- **INSTRUCTIONS FOR THE TASK**
Which lines of the data contain the string "pixels"? Show each of them.
___
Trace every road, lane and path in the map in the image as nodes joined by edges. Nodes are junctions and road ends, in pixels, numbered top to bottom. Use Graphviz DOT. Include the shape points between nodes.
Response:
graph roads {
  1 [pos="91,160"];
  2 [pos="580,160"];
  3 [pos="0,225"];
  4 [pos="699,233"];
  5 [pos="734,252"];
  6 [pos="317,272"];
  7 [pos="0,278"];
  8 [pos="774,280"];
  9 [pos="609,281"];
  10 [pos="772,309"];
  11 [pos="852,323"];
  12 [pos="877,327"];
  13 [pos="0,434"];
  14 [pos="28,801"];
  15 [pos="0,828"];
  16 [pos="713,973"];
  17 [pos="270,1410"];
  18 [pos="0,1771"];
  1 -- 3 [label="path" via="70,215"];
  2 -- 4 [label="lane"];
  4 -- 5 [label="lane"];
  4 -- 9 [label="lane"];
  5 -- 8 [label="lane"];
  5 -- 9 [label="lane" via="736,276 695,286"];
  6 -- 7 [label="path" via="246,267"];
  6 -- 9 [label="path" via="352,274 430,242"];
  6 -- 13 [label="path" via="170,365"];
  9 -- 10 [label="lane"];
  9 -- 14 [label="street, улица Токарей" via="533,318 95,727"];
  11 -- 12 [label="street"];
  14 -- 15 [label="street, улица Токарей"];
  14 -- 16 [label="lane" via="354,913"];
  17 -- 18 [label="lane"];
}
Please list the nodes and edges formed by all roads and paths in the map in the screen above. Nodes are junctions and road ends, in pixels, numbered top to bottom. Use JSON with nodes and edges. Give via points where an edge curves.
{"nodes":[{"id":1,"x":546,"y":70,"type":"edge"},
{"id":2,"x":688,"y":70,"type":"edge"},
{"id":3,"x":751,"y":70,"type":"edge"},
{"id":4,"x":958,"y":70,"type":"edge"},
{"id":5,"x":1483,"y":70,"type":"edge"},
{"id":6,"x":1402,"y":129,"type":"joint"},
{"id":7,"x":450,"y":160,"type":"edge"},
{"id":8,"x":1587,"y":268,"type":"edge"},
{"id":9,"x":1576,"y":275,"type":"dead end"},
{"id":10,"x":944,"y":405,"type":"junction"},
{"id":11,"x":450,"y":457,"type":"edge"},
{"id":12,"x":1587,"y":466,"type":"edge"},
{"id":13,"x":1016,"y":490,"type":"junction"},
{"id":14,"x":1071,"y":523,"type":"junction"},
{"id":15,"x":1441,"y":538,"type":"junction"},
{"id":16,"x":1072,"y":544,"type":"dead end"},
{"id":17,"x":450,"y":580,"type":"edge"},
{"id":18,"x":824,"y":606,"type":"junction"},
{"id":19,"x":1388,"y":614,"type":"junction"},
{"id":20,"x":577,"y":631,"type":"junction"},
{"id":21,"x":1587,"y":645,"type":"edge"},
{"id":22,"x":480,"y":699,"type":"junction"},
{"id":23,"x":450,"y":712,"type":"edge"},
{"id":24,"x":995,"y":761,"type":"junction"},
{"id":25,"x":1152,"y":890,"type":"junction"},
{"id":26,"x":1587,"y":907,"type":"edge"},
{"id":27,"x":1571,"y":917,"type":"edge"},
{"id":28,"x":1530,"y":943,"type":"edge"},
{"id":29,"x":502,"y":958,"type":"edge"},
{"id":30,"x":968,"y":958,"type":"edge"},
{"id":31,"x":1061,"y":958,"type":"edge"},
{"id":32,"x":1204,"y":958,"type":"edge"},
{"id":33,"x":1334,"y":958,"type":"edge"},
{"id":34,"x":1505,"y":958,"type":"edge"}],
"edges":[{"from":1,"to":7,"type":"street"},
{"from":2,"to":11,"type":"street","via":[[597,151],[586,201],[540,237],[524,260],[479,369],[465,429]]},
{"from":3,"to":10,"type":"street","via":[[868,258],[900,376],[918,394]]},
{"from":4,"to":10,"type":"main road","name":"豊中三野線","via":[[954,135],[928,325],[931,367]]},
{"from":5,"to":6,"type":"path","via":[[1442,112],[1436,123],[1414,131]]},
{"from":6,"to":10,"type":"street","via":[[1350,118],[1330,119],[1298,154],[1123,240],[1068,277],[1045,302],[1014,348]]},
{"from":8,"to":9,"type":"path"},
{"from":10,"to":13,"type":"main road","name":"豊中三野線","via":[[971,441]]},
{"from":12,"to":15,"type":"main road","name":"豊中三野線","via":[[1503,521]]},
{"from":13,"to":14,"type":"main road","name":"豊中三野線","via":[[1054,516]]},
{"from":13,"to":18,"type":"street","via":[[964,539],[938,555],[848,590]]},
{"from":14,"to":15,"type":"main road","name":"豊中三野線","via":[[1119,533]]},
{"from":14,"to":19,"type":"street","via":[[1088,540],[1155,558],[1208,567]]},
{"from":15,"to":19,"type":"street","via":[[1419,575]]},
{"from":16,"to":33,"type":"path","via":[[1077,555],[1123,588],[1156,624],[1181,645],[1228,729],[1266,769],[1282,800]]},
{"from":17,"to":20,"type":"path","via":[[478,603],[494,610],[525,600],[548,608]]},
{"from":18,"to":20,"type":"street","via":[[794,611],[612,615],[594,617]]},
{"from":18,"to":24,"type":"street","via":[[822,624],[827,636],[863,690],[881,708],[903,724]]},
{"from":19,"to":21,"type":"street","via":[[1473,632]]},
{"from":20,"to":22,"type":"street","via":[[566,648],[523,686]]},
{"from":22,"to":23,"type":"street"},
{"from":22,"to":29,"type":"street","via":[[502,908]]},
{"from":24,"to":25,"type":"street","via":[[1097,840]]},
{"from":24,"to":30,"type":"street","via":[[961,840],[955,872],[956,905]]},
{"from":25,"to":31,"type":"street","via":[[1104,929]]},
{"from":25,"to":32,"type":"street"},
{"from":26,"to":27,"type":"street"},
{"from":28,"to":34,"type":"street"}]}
___
- **TASK ANSWER**
Trace every road, lane and path in the map in the image as nodes joined by edges. Nodes are junctions and road ends, in pixels, numbered top to bottom. Use Graphviz DOT. Include the shape points between nodes.
Please list the nodes and edges formed by all roads and paths in the map in the screen above. Nodes are junctions and road ends, in pixels, numbered top to bottom. Use JSON with nodes and edges. Give via points where an edge curves.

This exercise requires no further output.